Kratos-polrad: Novel GPU system for Monte-Carlo simulations with consistent polarization calculations
Haifeng Yang, Lile Wang
TL;DR
Kratos-polrad tackles the computational challenge of polarized radiative transfer by delivering a GPU-accelerated Monte Carlo code that tracks the full Stokes vector with consistent quaternion-based frame transformations. It combines a rigorous polarized RT formulation with an efficient two-step imaging scheme, enabling rapid synthesis of polarized observables. The code is validated across self-scattering, dichroic extinction, and complex magnetic-field configurations, achieving ~10^2× speedups over CPU baselines while preserving physical accuracy.
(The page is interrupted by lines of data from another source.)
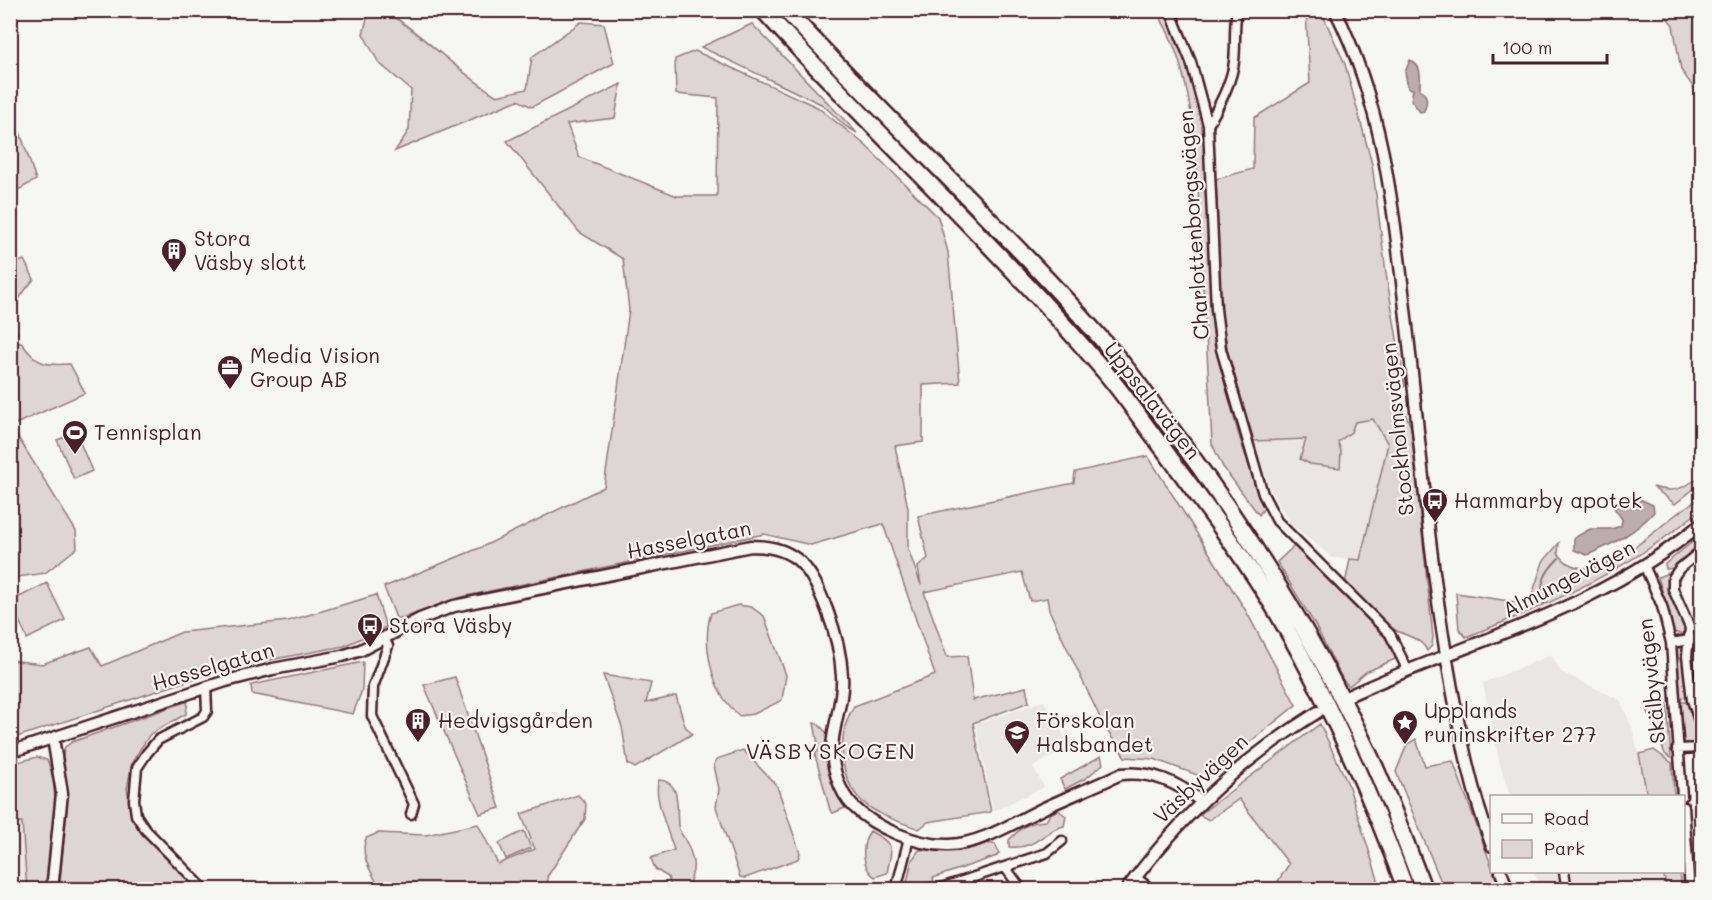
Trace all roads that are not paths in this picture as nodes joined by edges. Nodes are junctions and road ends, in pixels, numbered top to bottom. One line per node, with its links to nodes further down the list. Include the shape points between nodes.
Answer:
1 (763, 10): 42 (highway, Uppsalavägen, via 1106,373 1206,505 1277,613 1314,680 1382,825)
2 (786, 10): 43 (highway, Uppsalavägen, via 851,81 1003,231 1110,350 1222,496 1288,601 1375,767)
3 (1170, 10): 6 (street, Charlottenborgsvägen, via 1191,62)
4 (1237, 10): 6 (street, via 1233,67)
5 (1335, 10): 14 (street, Stockholmsvägen, via 1366,82 1389,181 1432,568)
6 (1208, 125): 15 (street, Charlottenborgsvägen, via 1221,349 1263,494 1276,521 1390,634)
7 (1701, 523): 9 (street, Almungevägen)
8 (1701, 550): 12 (street, via 1672,578 1690,628)
9 (1644, 565): 13 (street, Skälbyvägen, via 1662,606); 14 (street, Almungevägen, via 1530,624)
10 (384, 638): 16 (street, Hasselgatan, via 342,657 273,669); 26 (street, via 388,646 373,687 372,716 414,804); 28 (street, Hasselgatan, via 454,606 751,546 777,548 800,560 810,571 840,653 841,701 832,747 839,784 852,806)
11 (1701, 638): 12 (street)
12 (1690, 640): 13 (street); 19 (street, via 1687,656 1692,700)
13 (1671, 644): 22 (street, Skälbyvägen)
14 (1446, 657): 15 (street); 30 (street, Stockholmsvägen, via 1463,749)
15 (1408, 671): 17 (street)
16 (206, 687): 20 (street, Hasselgatan); 36 (street, via 207,711 203,717 158,740 137,768 134,783 136,815)
17 (1348, 696)
18 (1318, 712): 25 (street, Väsbyvägen, via 1256,753)
19 (1701, 730)
20 (53, 738): 23 (street, Hasselgatan); 35 (street, via 62,793)
21 (1701, 748): 22 (street)
22 (1677, 749): 24 (street, Skälbyvägen)
23 (10, 752)
24 (1682, 795)
25 (1201, 801): 28 (street, Hasselgatan, via 1155,776 1121,774 976,840 948,845); 34 (street, Väsbyvägen)
26 (411, 814)
27 (1685, 831): 46 (street)
28 (909, 838): 37 (street)
29 (1062, 841): 31 (street, via 1047,853)
30 (1490, 843)
31 (1005, 867): 38 (street); 39 (street)
32 (1501, 873): 44 (street)
33 (1564, 873): 45 (street)
34 (1135, 877): 40 (street, Väsbyvägen); 41 (street)
35 (52, 890)
36 (205, 890)
37 (896, 890)
38 (935, 890)
39 (1022, 890)
40 (1126, 890)
41 (1152, 890)
42 (1406, 890)
43 (1424, 890)
44 (1508, 890)
45 (1567, 890)
46 (1690, 890)

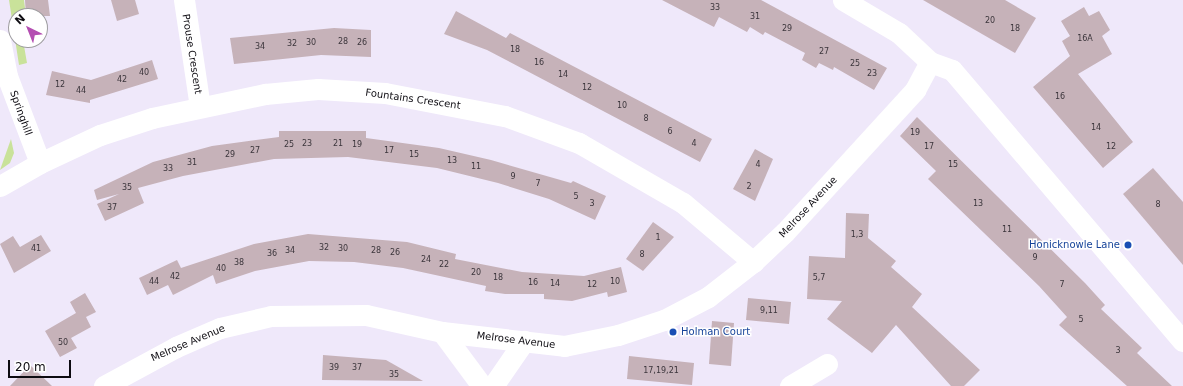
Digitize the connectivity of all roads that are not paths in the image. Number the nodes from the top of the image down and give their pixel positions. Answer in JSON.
{"nodes":[{"id":1,"x":184,"y":0,"type":"edge"},
{"id":2,"x":843,"y":0,"type":"edge"},
{"id":3,"x":0,"y":40,"type":"edge"},
{"id":4,"x":930,"y":62,"type":"junction"},
{"id":5,"x":200,"y":107,"type":"junction"},
{"id":6,"x":40,"y":162,"type":"junction"},
{"id":7,"x":0,"y":186,"type":"edge"},
{"id":8,"x":753,"y":262,"type":"junction"},
{"id":9,"x":442,"y":332,"type":"junction"},
{"id":10,"x":524,"y":341,"type":"junction"},
{"id":11,"x":1183,"y":341,"type":"edge"},
{"id":12,"x":827,"y":364,"type":"dead end"},
{"id":13,"x":104,"y":386,"type":"edge"},
{"id":14,"x":482,"y":386,"type":"edge"},
{"id":15,"x":493,"y":386,"type":"edge"},
{"id":16,"x":790,"y":386,"type":"edge"}],
"edges":[{"from":1,"to":5,"type":"street","name":"Prouse Crescent"},
{"from":2,"to":4,"type":"street"},
{"from":3,"to":6,"type":"street","name":"Springhill"},
{"from":4,"to":8,"type":"street","name":"Melrose Avenue"},
{"from":4,"to":11,"type":"street"},
{"from":5,"to":6,"type":"street","name":"Fountains Crescent"},
{"from":5,"to":8,"type":"street","name":"Fountains Crescent"},
{"from":6,"to":7,"type":"street","name":"Fountains Crescent"},
{"from":8,"to":10,"type":"street","name":"Melrose Avenue"},
{"from":9,"to":10,"type":"street","name":"Melrose Avenue"},
{"from":9,"to":13,"type":"street","name":"Melrose Avenue"},
{"from":9,"to":14,"type":"street"},
{"from":10,"to":15,"type":"street"},
{"from":12,"to":16,"type":"street"}]}
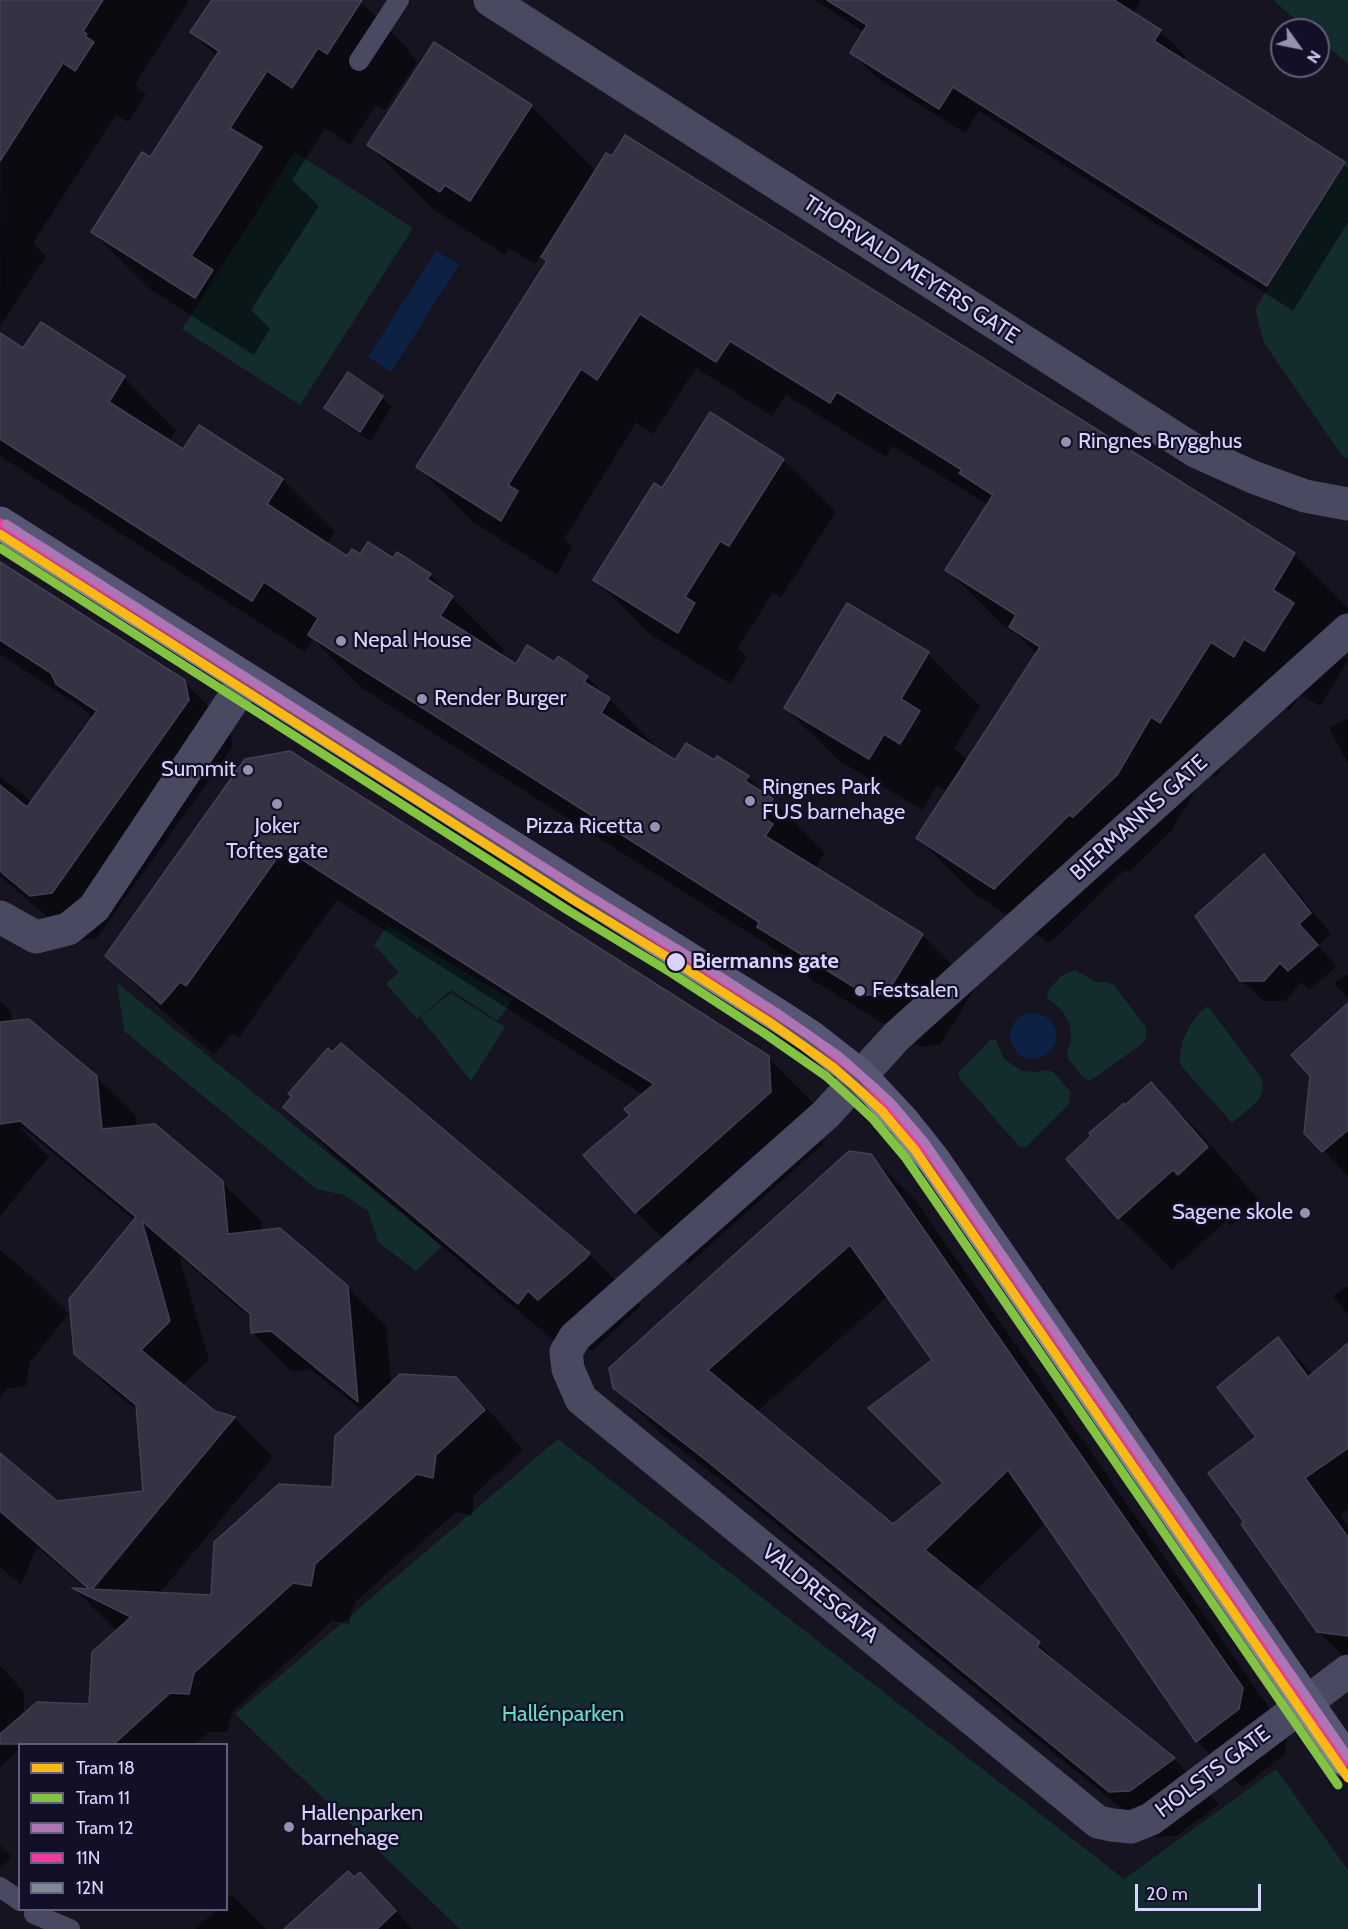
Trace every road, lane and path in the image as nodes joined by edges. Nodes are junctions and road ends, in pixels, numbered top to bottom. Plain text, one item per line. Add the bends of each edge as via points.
1 (399, 0) edge
2 (490, 0) edge
3 (359, 61) dead end
4 (1348, 504) edge
5 (0, 523) edge
6 (1348, 630) edge
7 (246, 680) junction
8 (0, 917) edge
9 (861, 1076) junction
10 (566, 1352) joint
11 (1348, 1671) edge
12 (1306, 1703) junction
13 (1348, 1762) edge
14 (1098, 1822) joint
15 (0, 1887) edge
16 (18, 1900) edge
17 (31, 1911) edge
18 (34, 1911) edge
19 (51, 1929) edge
20 (70, 1929) edge

1 - 3 lane
2 - 4 street, THORVALD MEYERS GATE via 1197,452 1305,496
5 - 7 main road
6 - 9 street, BIERMANNS GATE via 897,1036
7 - 8 street via 94,908 68,929 36,937
7 - 9 main road via 787,1021
9 - 10 street, BIERMANNS GATE via 826,1114 575,1337
9 - 12 main road via 934,1160
10 - 14 street, VALDRESGATA via 568,1370 581,1399
11 - 12 street, HOLSTS GATE
12 - 13 main road
12 - 14 street, HOLSTS GATE via 1151,1819 1131,1827
15 - 16 lane
17 - 19 lane
18 - 20 lane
This performance opens up extensive parameter-space exploration and high-resolution polarimetric imaging for dusty, magnetized astrophysical systems and lays the groundwork for time-dependent and multi-physics extensions.
Abstract
Polarized radiation serves as a vital diagnostic tool in astrophysics, providing unique insights into magnetic field geometries, scattering processes, and three-dimensional structures in diverse astrophysical scenarios. To address these applications, we present Kratos-polrad, a novel GPU-accelerated Monte Carlo Radiative Transfer code built upon the heterogeneous computing framework of Kratos, designed for self-consistent and efficient polarization calculations. It utlizes comprehensive treatment of Stokes parameters throughout photon propagation, featuring transforms the grain-lab frame transforms using quaternion algebra and consistent non-linear polarization extinction in cells, which are useful in modeling radiative transfer processes with scatterings by aligned dust grains. The code implements two-step polarimetry imaging that decouples Monte Carlo sampling of scattering physics from imaging geometry, enabling efficient synthesis maximizing the utilization of photon packets. Extensive validation against analytical solutions and established codes demonstrates accurate treatment of diverse polarization phenomena, including self-scattering polarization, dichroic extinction in aligned dust grains, and complex polarization patterns in twisted magnetic field configurations. By leveraging massive GPU parallelism, optimized memory access patterns, and analytical approaches for optically thick cells, Kratos-polrad achieves performance improvements of $\sim 10^{2}$ times compared to CPU-based methods, enabling previously prohibitive studies in polarimetric astrophysics.